Smarter and Faster

By Mel Duvall  |  Posted 2003-11-01 Email Print this article Print
 
 
 
 
 
 
 

The Ohio utility's systems protected its 4.9 million customers during the Aug. 14 blackout. But did they knock out power to 50 million people in the process?


Smarter and Faster

Electromechanical relays perform just one function: Measuring the flow of power. The rotation of a metal disk may indicate how much electricity is passing through; and if the measurement gets too high, a "trip" may be set off, cutting the flow.

But that's all such a relay can do. It cannot watch other variables, such as demands for power coming from other networks; it cannot store information; and it cannot communicate with other devices.
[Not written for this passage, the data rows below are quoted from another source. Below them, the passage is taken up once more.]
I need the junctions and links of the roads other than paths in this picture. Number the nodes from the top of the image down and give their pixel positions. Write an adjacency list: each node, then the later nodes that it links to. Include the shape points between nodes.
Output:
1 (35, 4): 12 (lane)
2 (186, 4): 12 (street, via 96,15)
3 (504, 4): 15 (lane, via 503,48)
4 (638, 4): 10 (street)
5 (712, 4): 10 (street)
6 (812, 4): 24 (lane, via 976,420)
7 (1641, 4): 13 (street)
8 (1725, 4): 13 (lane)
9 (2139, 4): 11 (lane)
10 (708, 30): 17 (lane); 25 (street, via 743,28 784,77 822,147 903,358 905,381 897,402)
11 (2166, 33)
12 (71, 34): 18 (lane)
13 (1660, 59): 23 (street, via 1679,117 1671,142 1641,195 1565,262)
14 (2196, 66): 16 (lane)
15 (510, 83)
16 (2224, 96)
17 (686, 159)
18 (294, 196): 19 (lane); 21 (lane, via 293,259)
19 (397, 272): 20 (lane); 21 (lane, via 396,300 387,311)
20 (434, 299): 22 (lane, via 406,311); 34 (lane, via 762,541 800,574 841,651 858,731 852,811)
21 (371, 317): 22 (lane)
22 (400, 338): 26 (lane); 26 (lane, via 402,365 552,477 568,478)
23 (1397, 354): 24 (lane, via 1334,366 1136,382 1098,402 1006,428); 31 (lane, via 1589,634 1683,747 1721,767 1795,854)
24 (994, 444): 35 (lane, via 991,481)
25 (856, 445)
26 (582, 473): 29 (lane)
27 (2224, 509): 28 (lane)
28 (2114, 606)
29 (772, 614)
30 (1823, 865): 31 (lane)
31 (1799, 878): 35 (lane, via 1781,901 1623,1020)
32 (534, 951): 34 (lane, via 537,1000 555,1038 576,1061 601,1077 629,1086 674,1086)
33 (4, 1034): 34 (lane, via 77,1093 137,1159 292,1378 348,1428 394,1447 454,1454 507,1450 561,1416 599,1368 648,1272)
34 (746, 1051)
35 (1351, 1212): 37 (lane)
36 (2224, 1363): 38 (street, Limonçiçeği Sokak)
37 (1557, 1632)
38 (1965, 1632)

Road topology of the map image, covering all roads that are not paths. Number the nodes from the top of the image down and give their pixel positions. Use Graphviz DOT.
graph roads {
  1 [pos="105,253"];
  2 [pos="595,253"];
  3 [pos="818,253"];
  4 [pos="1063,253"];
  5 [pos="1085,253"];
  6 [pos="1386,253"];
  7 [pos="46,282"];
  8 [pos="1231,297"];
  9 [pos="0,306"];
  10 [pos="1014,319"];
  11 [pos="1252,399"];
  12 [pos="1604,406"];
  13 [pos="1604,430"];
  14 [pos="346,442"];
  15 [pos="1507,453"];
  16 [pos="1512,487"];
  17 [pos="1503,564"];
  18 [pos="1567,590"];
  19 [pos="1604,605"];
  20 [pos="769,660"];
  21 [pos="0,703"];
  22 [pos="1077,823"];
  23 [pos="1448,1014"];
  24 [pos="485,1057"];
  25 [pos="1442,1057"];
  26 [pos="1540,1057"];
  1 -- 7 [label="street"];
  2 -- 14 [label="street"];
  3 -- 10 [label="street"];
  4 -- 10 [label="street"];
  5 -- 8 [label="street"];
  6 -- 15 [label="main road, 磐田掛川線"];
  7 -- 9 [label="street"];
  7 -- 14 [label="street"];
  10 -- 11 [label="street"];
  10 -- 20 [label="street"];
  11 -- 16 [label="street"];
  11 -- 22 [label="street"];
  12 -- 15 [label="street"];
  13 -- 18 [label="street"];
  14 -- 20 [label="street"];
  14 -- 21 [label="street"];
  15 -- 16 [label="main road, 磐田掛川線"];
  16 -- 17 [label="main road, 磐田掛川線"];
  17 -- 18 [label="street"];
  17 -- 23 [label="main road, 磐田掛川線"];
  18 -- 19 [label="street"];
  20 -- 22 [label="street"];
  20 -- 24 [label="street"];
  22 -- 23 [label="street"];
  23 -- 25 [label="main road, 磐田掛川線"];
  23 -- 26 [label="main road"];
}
Digital relays change the game completely, says Dolezilek. Sold by such vendors as Schweitzer, General Electric, Alstom SA, Cooper Industries, and Siemens AG, such relays have one or more microprocessors, memory chips, and the ability to communicate electronically.

These relays don't just monitor the flow of electricity, they analyze it and act on it. Information is stored, processed and forwarded to other relays as well as to central control systems, where either computers or humans can deal with it. AEP maintains such a control center in Columbus, which is fed information by its digital relays. Based on the input, computers monitor such factors as the level of power being pushed through the system, known as current; the speed at which it is being pushed, known as voltage; the "reactive power" that generates protective magnetic fields which help maintain that voltage as it passes through lines; whether breakers have been tripped; and whether any equipment in the network is in need of servicing.

Whereas an electromechanical relay can only measure or monitor one factor at a time, a digital relay can monitor a number of factors simultaneously.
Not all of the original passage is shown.